Those of you who know me, know that I have a tendency to embarrass myself pretty often (most of the time on a daily basis). As I’ve traveled the world, cultural differences have come into play, causing me to have even more painfully embarrassing moments. So for your entertainment, I decided to write this blog to share some of the embarrassing and funny moments from the race. I’ve learned how to laugh at myself and all the awkward things that I do because it makes life more fun. The ability to laugh at yourself also just comes with freedom to not care and live life to the fullest. So without further udo, here we go:

#1. Our very first month in Uganda, safety was stressed a lot. We were told to always be aware of our surroundings and make sure we didn’t make it obvious if we were carrying valuables. One day, my teammate Andrea and I made a stop at the ATM so I could take out a large sum of logistics money to pay the bus company. I had to take out A LOT of money because I was paying for our entire squad to ride a private bus into Rwanda. Unfortunately, they don’t accept credit cards pretty much anywhere in Uganda so it made my logistical life much more difficult. After we stopped at the ATM, we made a stop at the currency exchange office so Andrea could exchange her USD. She asked me if I had change, so I opened my wallet to check and ALL the money in my wallet fell out and dispersed all over the floor. It was about 2 million shillings (which is about $1,000) to be exact. We were both frantically picking it up as fast as we could as every African within sight stared at us. So… I was not the best at being discreet in month one, but I think I’ve grown in that area since then.

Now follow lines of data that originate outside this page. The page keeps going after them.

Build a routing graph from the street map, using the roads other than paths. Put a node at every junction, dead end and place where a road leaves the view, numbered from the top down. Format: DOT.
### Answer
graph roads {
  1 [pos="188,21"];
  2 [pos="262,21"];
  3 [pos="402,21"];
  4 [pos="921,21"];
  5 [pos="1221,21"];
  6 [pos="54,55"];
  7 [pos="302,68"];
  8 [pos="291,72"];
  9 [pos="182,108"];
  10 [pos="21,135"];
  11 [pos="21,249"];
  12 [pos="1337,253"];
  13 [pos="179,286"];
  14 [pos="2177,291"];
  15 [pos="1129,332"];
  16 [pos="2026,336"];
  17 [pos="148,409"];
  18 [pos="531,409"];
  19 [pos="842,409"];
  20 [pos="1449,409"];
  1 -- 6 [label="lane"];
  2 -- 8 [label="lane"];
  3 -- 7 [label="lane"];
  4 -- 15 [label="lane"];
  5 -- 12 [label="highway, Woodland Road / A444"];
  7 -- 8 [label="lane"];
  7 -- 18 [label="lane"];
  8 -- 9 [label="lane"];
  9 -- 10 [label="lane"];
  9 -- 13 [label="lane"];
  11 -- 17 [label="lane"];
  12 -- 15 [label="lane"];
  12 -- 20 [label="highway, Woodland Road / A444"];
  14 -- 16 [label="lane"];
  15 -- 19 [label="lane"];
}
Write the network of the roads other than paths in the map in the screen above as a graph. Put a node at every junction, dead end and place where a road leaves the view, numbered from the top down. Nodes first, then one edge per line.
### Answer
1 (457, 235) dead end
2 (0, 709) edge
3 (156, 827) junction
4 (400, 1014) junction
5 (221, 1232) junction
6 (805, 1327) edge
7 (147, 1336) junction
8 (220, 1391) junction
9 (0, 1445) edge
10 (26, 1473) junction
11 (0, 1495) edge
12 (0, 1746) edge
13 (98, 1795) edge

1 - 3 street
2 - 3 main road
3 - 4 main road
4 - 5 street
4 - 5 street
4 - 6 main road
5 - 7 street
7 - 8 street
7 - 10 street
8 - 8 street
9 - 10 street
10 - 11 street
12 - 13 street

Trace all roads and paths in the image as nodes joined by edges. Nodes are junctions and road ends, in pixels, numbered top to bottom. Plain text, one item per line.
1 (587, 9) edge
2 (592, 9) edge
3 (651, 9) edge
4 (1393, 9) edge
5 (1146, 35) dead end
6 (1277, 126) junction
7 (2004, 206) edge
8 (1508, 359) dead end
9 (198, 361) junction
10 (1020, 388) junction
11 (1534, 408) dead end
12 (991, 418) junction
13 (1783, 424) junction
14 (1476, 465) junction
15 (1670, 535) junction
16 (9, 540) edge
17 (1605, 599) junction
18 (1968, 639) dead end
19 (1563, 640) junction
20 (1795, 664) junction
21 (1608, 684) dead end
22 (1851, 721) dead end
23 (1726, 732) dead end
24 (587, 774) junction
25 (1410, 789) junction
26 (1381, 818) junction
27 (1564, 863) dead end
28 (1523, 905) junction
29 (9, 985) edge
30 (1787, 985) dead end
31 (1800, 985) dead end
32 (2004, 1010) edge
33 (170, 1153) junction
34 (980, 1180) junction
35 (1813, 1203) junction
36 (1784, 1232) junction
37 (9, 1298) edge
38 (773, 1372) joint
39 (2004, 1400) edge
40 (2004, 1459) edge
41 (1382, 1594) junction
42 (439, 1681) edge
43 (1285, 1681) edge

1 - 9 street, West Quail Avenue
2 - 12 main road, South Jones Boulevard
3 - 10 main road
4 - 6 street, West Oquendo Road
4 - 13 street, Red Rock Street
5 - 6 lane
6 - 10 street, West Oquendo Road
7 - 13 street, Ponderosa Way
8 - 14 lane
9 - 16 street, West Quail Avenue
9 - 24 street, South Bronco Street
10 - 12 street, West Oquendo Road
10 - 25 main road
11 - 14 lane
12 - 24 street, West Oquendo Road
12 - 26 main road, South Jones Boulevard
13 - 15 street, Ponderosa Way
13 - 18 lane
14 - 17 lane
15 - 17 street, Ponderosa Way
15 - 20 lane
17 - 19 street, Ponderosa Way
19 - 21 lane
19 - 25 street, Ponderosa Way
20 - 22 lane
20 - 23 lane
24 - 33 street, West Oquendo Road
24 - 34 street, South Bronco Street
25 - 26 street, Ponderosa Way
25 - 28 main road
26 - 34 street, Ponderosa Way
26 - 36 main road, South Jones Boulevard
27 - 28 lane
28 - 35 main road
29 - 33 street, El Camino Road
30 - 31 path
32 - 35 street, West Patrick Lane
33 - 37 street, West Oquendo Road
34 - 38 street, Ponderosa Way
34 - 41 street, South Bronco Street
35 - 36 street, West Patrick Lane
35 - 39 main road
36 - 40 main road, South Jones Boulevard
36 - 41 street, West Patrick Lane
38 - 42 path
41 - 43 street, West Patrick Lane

#2. In Rwanda, we hung out on our hammocks a lot. One day, my good friend Mardie decided to set up her hammock directly underneath mine. After she was set up, I kept telling her to stop touching my butt because I thought she was doing it on purpose, but it turns out she just kept hitting her head on my butt because her face was so close to the bottom of my hammock. That day I just so happened to be practicing the song “Ever Be.” I wrote out the lyrics and was singing the words to myself in my hammock. I got lost in worship and forgot she was even there. I sang the words with all my heart “you Father the orphan,” and then I paused and ripped a really loud, obnoxious fart. I honestly forgot that Mardie was directly beneath me until I saw her get up in complete disgust and dismay, yelling “Oh my gosh!” LOL let’s just say she was pretty traumatized after that and never set up her hammock underneath mine again.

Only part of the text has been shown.